Behçet's syndrome is a type of vasculitis syndrome that typically appears when a person is young, in his 20s or 30s. It is more common in men than in women. The disorder can cause inflammation of a number of organ systems, from the blood vessels to the genitals to the eyes.
A common initial symptom of Behçet's is an ulcer in the mouth. Inflammation of the eye from Behçet's can lead to blindness if not taken care of. There is no cure for Behçet's, but most patients' symptoms respond to corticosteroids.
Giant cell arteritis, another type of vasculitis syndrome, involves inflammation of the arteries in a person's head. A headache, particularly pain in the temples, and blurry vision are the most frequent symptoms of the condition. Women more than age 50 are at the most risk for giant cell arteritis, especially if they have polymyalgia rheumatica, a type of vasculitis that causes stiffness in the hips and neck.

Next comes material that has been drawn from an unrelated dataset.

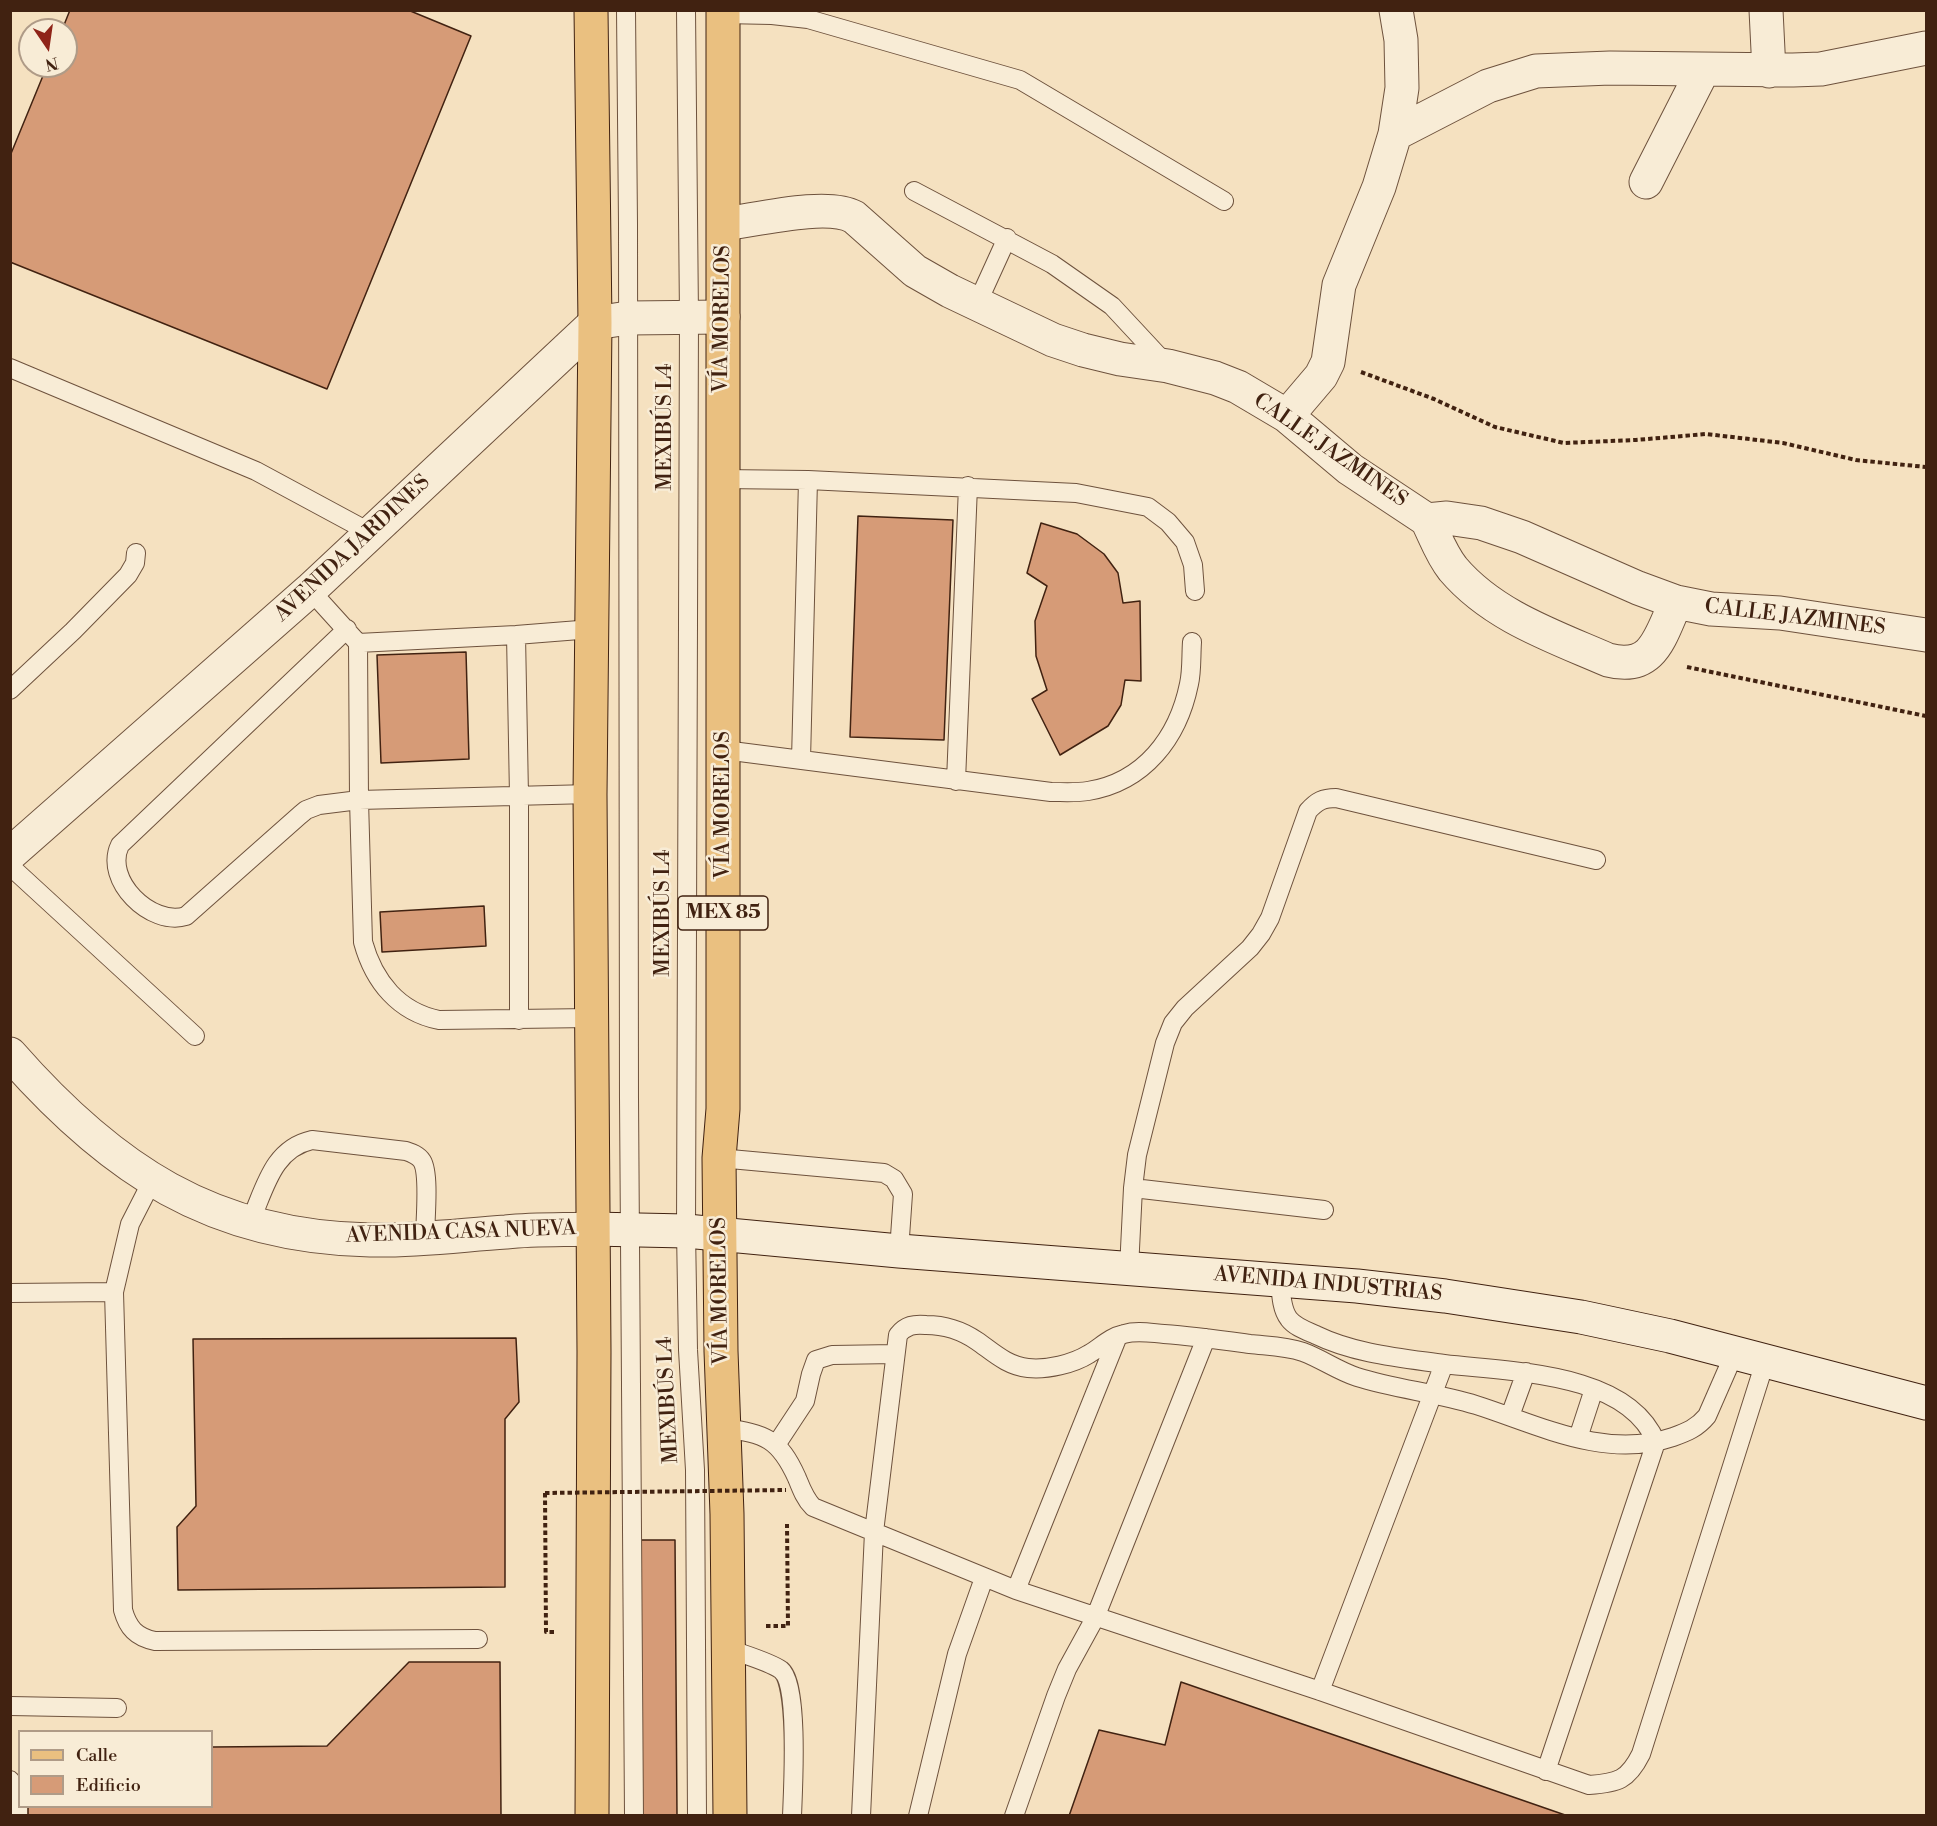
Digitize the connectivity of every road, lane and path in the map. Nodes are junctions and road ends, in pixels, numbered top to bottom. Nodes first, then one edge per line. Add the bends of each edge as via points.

Takayasu's arteritis is a rare condition that mostly affects young women less than age 40 and young girls. The disease causes damage to the aorta and other large or medium-sized blood vessels. Initial symptoms of Takayasu's arteritis involve fatigue and rapid unexplained weight loss. As the disease progresses, a woman may develop high blood pressure, a diminished pulse, and chest pain. Corticosteroids can often treat symptoms, though in some cases bypass surgery may be needed to improve blood flow and reduce symptoms.
When a person has Churg-Strauss syndrome, another type of vasculitis syndrome, inflammation of the smaller blood vessels restricts the flow of blood to organs such as the lungs. A common symptom of Churg-Strauss syndrome is asthma, which typically appears years before any other symptoms. In later stages of the disease, a person will have elevated levels of eosinophils, a type of white blood cell. In the final stage of the illness, blood vessels throughout the body become inflamed, leading to neuropathy, joint pain, and skin rashes, among other symptoms. There is no cure for Churg-Strauss syndrome, but corticosteroids and other immunosuppressive medications may ease a person's symptoms.